After protests and walkouts in the National Assembly and criticism by parliamentarians of PPP and other parties, Prime Minister Raja Pervez Ashraf directed Finance Minister Saleem H. Mandviwalla to withdraw the increase.
This was not expected to happen automatically. Oil marketing companies did not take the prime minister’s statement seriously and kept on selling products at the increased rates on Saturday and Sunday amid confusion created in the absence of a government notification. The ministries of petroleum and finance blamed each other for the confusion.“We cannot change prices unless we receive notification from the (marketing) company or the government,” said a petroleum dealer in Islamabad when asked why products were being sold at higher rates despite an announcement by the prime minister. He said the company was waiting for the government notification and dealers had to follow the company’s notified rates.
Relevant teams at the Ministry of Petroleum and Oil and Gas Regulatory Authority (Ogra) were on ‘standby’ for two days — Saturday and Sunday — to issue notification about price reduction immediately after receiving a circular from the Finance Ministry.
A senior official said the finance minister who had received verbal instructions from the prime minister did not leave a note or pass on instructions to his ministry how to implement the directive.
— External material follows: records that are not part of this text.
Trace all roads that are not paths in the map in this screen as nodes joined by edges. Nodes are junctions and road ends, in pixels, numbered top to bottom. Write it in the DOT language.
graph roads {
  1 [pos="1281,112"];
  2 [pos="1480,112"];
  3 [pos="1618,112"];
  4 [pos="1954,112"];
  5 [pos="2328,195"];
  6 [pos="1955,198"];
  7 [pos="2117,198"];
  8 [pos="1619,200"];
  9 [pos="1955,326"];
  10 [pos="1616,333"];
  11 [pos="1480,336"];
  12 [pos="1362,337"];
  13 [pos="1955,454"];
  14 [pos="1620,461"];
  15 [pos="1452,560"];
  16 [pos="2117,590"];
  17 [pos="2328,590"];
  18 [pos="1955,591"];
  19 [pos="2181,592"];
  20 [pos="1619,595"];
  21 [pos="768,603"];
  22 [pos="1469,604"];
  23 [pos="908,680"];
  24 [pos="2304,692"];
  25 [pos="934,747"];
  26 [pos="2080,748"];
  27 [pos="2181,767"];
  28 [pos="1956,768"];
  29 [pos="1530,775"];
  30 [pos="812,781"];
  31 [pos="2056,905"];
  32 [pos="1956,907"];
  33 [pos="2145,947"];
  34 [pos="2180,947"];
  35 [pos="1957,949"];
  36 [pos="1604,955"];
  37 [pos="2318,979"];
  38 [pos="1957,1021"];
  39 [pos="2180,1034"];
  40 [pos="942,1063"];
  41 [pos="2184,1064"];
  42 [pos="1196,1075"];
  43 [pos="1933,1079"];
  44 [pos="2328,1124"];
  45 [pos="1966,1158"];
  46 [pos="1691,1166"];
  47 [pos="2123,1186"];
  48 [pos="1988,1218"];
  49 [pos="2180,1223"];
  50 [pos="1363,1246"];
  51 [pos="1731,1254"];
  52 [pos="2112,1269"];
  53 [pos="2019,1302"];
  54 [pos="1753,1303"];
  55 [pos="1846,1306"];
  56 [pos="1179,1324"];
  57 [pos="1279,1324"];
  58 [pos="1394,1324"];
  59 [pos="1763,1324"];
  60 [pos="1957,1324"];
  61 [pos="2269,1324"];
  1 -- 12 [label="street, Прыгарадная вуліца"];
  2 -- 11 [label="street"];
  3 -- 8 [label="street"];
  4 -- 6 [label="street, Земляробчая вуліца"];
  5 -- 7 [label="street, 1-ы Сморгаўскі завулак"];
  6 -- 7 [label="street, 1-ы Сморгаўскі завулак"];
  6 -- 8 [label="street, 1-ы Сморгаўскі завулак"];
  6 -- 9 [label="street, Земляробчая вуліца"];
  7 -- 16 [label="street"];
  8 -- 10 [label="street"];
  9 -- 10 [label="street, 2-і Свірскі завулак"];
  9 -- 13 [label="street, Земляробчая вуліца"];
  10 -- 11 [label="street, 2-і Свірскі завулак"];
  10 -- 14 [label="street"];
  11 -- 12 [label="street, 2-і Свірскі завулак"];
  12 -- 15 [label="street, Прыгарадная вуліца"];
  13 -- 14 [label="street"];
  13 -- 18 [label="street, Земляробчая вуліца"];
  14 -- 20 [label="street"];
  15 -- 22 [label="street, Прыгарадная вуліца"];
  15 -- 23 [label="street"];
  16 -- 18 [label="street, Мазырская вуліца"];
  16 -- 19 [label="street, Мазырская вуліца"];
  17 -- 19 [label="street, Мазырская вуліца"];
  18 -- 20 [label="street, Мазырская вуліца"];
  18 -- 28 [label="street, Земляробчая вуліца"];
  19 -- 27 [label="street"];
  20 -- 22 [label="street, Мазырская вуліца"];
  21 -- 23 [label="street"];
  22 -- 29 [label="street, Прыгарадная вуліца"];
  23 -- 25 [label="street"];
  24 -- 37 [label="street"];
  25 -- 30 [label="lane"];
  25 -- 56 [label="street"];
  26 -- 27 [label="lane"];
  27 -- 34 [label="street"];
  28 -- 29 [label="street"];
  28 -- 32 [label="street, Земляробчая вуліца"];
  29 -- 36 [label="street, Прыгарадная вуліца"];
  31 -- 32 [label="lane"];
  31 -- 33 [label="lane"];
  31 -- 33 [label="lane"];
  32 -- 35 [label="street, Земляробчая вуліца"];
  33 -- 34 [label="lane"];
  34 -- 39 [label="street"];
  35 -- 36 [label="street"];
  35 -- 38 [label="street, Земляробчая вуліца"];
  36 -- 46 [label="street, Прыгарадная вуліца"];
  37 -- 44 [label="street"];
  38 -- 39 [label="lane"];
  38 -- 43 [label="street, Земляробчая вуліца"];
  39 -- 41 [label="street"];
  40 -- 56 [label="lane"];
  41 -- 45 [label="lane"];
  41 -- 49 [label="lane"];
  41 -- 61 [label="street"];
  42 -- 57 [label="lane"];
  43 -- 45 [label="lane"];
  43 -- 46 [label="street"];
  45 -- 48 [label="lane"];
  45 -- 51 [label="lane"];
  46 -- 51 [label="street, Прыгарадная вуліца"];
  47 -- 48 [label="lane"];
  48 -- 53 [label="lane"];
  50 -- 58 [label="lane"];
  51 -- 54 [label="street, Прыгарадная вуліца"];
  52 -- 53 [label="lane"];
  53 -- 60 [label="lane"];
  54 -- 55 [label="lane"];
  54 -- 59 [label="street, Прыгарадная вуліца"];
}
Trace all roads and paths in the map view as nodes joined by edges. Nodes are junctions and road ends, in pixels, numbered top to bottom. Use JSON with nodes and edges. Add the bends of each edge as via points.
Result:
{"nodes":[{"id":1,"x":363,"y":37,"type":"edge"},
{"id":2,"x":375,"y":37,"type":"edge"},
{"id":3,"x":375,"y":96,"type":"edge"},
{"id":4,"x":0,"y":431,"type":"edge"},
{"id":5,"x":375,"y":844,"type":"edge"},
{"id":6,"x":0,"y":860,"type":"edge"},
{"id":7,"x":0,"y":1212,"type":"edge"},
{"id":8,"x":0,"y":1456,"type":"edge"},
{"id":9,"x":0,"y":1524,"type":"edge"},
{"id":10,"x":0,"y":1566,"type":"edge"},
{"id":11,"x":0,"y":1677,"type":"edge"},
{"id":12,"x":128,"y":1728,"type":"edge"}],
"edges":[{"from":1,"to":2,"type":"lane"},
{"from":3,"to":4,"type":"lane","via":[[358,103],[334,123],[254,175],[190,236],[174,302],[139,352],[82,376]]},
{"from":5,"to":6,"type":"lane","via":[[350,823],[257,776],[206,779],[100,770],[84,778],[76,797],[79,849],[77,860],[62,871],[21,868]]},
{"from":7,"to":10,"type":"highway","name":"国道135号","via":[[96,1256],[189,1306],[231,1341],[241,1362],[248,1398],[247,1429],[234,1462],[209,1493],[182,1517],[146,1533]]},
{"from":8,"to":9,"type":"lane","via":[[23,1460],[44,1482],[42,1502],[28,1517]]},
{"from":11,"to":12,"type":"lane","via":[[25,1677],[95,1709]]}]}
An SMS issued by Mr Mandviwalla’s media section on Sunday said: “Please note that prices of above (petroleum products) mentioned are controlled and managed by the ministry of petroleum and Ogra. Finance Minister has nothing to do with it.”
Mr Mandviwalla and finance ministry’s spokesman Rana Asad Amin were not available on phone for comment.
Prime minister’s adviser on petroleum Dr Asim Hussain said his team and Ogra had been waiting for the Finance Ministry’s advice to notify price reduction. He said he had also sent a summary to the Finance Ministry to reduce petroleum levy on petroleum products. “We can issue notification in no time after Finance Ministry’s approval,” he added.
Mr Hussain said there were only two methods of reducing prices, either through reduction in petroleum levy or providing petroleum differential claim (PDC) to oil marketing companies. In both cases, the price reduction involved subsidy on which the Finance Ministry had to take a decision. “Once the Finance Ministry takes a decision on subsidy, we can make adjustment in prices and pass on the notification to marketing companies in a minute”, he said, adding that since the formula for oil pricing that was based on international oil prices had not been changed, the petroleum ministry or Ogra could not do anything except to wait for Finance Ministry’s advice.
An Ogra official said the regulator had strongly recommended to the government not to increase the prices on Feb 28 but its advice was ignored.
The prices were restored to Feb 28 level by reducing the petroleum levy on petrol from Rs10 per litre to Rs6.47 while the levy on diesel was brought down from Rs8 to Rs3.65 per litre. The revised prices would remain in place till April 1.